Using seaweed in a vegetable garden

Relentlessly, with the change of seasons, waves deposit tons of seaweed of various kinds onto the sand of our beaches. This seaweed is a true gift from the sea that gardeners can take advantage of. In fact, this famous algae proves to be an excellent fertilizer to spread in the vegetable garden or flower beds. But it’s also great for mulch or as a compost ingredient.

Which Seaweed to use in the garden?

All seaweeds deposited along the Atlantic and Pacific ocean beaches are great for garden use as long as you follow authorized collection periods and restrictions. Indeed, seaweed harvesting is often regulated by local or environmental ordinances.

Obviously, during particularly high tides, the harvest will be even more abundant. Potential treasures for the garden, brown, green and even red seaweed can be collected. Thus, on the coasts, one can easily find:

  • Which seaweed to use in a vegetable patchLaminaria (or royal kelp)
  • Sea lettuce
  • Lithothamnion (somewhat endangered, check if you can harvest it in your area)
  • Bladderwrack
  • Sea bean or sea spaghetti
  • Dulse
  • Nori
  • Aonori

Some of these seaweeds are edible, you can include directly in your diet. Others appear in cosmetics or alternative medicine. It is also possible to recover marine eelgrass, which is not seaweed per se, but marine grasses. If you’re not lucky enough to live by the sea, don’t give up! You can also collect filamentous seaweed which gather on the edge of ponds and lakes.

All types of seaweed have high levels of iodine (except for freshwater ones) and also nitrogen, potassium, magnesium and many other trace elements like copper, boron, iron, zinc, and manganese.
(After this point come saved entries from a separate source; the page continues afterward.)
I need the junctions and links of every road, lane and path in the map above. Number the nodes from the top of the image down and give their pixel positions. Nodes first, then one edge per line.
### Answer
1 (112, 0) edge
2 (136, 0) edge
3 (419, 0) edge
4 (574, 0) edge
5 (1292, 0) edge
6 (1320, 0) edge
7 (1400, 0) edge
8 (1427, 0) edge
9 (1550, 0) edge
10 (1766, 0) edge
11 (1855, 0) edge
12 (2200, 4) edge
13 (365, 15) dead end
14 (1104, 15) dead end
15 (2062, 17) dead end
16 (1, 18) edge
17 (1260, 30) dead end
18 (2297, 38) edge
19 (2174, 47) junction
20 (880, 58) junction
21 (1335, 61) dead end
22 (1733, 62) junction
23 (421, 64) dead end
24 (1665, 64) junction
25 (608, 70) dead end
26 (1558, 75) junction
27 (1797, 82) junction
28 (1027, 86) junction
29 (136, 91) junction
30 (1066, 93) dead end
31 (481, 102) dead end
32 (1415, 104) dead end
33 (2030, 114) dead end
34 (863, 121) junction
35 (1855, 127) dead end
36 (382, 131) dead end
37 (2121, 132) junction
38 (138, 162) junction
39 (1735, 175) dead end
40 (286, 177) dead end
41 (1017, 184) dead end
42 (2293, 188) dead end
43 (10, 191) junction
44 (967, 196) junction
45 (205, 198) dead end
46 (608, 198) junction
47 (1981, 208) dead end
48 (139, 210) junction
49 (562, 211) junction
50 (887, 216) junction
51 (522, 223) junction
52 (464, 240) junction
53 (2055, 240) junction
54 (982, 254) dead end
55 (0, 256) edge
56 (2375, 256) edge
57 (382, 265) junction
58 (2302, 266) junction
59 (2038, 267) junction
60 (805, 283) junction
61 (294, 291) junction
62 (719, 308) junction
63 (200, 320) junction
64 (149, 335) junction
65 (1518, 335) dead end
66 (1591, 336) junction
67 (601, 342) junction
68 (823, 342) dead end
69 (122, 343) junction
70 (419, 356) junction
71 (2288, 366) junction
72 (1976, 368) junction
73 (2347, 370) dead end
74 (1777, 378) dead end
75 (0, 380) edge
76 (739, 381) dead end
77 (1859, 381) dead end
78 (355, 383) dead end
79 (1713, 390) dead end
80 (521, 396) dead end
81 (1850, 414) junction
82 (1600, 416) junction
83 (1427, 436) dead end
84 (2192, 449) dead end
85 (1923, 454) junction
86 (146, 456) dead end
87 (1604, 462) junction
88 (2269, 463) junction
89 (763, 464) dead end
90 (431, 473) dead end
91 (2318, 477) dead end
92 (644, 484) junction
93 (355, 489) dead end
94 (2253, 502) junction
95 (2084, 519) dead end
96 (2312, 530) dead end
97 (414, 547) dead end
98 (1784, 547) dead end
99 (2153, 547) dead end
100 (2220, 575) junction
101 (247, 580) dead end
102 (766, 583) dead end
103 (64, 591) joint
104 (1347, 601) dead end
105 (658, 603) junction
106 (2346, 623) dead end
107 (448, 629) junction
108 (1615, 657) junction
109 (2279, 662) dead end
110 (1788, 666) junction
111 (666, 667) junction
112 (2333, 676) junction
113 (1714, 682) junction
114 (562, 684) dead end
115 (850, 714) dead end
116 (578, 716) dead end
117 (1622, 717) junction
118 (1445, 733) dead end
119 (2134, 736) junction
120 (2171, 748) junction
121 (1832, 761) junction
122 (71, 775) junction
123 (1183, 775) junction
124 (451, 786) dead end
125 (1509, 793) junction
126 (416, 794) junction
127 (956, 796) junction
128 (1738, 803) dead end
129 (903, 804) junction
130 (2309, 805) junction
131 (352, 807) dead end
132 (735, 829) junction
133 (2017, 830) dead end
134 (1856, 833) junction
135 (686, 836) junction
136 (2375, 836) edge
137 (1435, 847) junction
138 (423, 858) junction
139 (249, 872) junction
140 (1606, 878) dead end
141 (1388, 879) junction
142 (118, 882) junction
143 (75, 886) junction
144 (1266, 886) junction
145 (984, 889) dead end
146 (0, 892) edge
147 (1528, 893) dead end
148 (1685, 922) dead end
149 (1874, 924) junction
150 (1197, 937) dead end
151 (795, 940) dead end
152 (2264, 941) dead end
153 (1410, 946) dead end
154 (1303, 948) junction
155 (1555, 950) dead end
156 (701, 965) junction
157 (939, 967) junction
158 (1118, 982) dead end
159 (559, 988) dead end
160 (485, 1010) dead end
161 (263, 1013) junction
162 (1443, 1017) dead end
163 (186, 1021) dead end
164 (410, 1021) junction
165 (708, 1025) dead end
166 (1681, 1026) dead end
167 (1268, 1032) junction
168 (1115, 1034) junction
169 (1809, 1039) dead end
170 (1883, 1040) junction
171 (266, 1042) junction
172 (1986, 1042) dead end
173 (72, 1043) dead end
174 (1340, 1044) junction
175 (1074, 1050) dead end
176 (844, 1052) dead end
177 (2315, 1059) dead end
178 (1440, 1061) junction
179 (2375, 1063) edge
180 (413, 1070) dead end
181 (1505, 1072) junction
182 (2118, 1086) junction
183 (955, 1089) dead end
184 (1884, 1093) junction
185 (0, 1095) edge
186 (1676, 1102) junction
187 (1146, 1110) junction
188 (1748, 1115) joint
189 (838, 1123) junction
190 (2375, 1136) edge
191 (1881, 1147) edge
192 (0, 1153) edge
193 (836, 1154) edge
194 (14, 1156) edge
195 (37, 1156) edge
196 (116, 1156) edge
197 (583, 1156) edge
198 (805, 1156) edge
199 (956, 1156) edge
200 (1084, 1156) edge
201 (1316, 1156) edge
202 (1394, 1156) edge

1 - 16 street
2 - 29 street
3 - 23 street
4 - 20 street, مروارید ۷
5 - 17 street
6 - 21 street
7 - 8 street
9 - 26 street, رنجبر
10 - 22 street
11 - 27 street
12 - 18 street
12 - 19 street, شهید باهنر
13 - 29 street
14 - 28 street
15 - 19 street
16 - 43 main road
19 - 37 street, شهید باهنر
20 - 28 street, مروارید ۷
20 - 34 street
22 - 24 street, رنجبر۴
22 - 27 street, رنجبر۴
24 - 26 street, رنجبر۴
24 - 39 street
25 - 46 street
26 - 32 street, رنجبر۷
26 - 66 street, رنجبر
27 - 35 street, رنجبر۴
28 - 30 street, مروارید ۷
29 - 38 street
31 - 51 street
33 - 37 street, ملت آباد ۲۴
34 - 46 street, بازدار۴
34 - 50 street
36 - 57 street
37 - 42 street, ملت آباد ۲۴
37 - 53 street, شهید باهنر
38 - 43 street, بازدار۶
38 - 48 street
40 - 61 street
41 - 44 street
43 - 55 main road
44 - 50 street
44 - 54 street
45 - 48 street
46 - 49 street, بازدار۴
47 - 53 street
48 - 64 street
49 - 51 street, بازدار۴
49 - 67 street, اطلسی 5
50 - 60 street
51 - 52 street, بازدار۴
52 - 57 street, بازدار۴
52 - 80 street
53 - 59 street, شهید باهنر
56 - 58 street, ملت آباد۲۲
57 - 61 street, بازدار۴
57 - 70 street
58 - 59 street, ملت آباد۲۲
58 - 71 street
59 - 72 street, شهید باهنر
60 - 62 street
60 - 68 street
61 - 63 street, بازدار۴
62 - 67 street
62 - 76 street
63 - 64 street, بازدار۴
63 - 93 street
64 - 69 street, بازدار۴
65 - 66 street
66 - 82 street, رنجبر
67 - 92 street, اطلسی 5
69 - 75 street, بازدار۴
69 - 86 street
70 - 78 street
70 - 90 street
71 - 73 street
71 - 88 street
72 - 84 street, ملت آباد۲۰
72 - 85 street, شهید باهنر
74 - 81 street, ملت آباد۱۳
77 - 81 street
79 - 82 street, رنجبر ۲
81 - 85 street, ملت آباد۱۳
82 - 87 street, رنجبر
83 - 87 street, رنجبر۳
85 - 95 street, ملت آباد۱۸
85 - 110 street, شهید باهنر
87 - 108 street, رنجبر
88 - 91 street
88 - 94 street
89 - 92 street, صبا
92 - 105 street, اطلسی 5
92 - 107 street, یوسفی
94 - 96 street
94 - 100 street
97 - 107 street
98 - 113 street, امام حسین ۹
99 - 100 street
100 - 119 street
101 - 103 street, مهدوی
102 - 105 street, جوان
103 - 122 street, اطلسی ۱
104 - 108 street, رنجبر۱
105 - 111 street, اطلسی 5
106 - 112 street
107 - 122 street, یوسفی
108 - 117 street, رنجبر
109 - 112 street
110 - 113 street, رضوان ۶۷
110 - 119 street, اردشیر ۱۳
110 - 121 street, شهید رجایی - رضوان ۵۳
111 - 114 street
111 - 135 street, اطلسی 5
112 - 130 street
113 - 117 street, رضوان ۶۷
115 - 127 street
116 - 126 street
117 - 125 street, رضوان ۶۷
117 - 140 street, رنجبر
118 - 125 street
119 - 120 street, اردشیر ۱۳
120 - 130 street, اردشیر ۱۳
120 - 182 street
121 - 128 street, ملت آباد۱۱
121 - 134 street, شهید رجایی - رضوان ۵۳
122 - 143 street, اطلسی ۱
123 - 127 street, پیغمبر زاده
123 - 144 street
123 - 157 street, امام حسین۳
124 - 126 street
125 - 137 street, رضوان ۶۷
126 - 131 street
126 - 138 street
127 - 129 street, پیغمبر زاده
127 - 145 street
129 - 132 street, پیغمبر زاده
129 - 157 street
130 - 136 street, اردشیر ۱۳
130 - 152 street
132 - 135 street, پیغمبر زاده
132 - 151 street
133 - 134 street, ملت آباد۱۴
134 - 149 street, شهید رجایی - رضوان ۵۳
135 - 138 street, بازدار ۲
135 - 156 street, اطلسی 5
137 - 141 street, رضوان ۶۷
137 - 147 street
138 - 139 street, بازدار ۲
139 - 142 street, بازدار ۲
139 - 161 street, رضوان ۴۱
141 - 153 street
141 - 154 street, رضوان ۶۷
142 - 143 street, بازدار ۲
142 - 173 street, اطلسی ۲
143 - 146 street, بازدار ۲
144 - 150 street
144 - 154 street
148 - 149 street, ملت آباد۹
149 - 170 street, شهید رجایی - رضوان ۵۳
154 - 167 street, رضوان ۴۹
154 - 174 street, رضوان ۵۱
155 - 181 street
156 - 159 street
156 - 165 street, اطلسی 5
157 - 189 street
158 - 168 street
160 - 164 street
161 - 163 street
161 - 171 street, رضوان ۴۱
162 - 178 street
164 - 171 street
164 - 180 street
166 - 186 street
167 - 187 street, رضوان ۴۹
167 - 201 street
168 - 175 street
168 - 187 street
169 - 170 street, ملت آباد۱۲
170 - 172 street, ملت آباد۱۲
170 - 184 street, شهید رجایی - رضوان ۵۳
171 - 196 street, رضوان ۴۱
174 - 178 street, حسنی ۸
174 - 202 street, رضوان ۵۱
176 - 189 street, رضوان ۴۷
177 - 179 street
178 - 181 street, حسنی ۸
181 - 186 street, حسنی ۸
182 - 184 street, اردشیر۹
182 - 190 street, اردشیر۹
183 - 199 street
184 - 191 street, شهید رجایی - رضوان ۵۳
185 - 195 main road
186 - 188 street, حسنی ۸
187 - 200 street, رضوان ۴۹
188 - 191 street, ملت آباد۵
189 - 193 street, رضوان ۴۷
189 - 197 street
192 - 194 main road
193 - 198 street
In the past, this seaweed was traditionally collected by residents to feed livestock and make fuel.

How and when to harvest seaweed?

Best time to harvest seaweedFirst off, check that you’re allowed to harvest these sea treasures. Then, a short walk by the sea is enough to pick up (not pull out!) a few baskets of fertile kelp or wrack. This collection can be done all year round, but winter is perhaps better since this times your seaweed to be ready for spring. Days of high tides or the aftermath of storms are also an opportunity to stock up. Seaweed is easily collected with a pitchfork.

Then, it is necessary to desalinate them before integrating them into the garden. To remove the sea salt, simply pile the seaweed onto a tarp outdoors, preferably at the lowest part of the garden. Weather will take care of removing the salt and the wind will finish drying it out. It’ll also start breaking down. Never use seaweed fresh, it takes at least two to three weeks to complete the desalination, decomposition, and drying process.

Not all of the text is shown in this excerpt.